The consul appreciated the support of the volunteers in finalising the flight manifest.

“But our response ratio was very less. Many people whose names came up on top of the list were not willing to go on the first flights.”

Due to various constraints like this and sometimes the details of accompanying persons not readily being available, he said the mission was not able to quickly reach out to who might be really in need.

“However, we have given due consideration to people who got in touch with us with their emergency needs. At the time of issuing tickets, we had about 20 such cases.”

He said the Consul General of India in Dubai Vipul led the entire operation and Pankaj Bodkhe, consul, education, was in charge of the Dubai flight.

A big challenge

“It has been a big challenge.
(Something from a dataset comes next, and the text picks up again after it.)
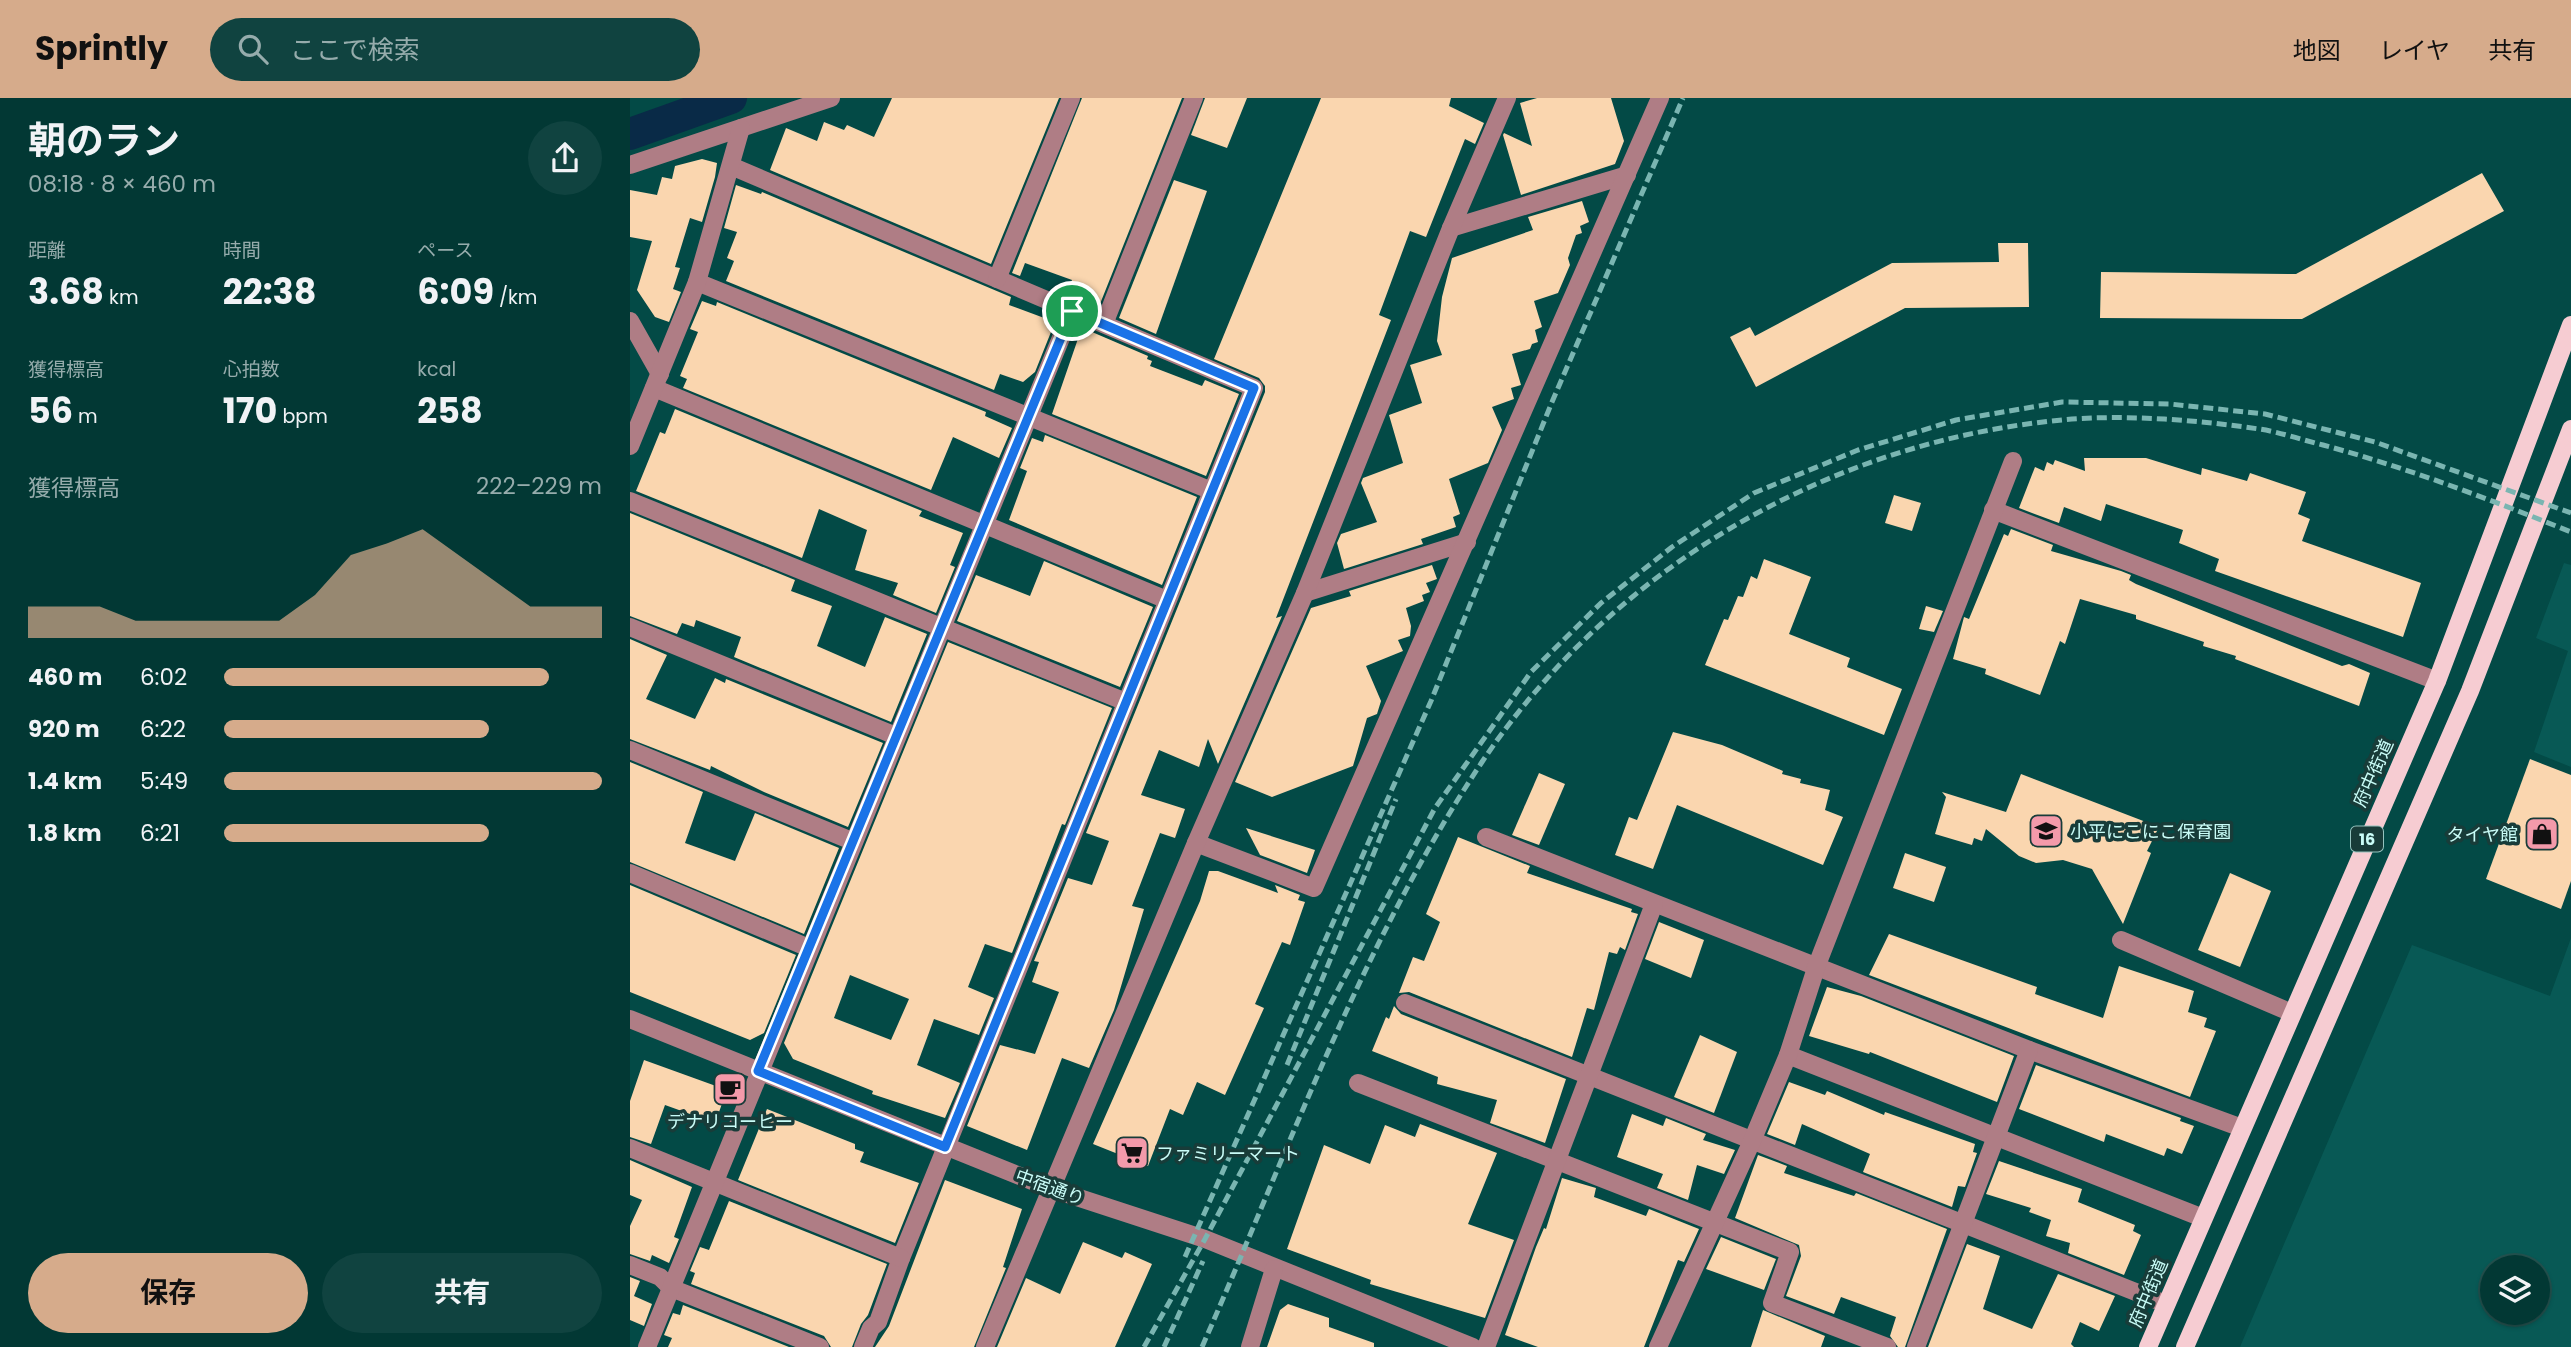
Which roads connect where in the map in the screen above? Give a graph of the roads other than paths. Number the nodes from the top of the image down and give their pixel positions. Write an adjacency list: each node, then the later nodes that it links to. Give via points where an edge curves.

Our only concern is that despite our best efforts, sometimes people with more compelling reasons might have got left out on the first flights because of the volume of people who have reached out to us.”

Since there is a chance that some passengers with tickets might not be allowed to fly if they fail the medical screening including blood tests to check antibodies for COVID-19, he said some applicants in the waiting list have been asked to be on standby at the airport.

People with emergencies wishing to fly to other destinations also could not be included, he pointed out.

“We had to ask them to wait. We are unable to send them to other destinations. We can see their desperation. We feel sorry and desperate.”

He said the government is trying to add more flights to un-chartered destinations and a new flight from Dubai to Kannur has been added on May 12.

Passengers of today’s flights have been urged to reach the airport four to five hours prior to departure to facilitate the medical screening.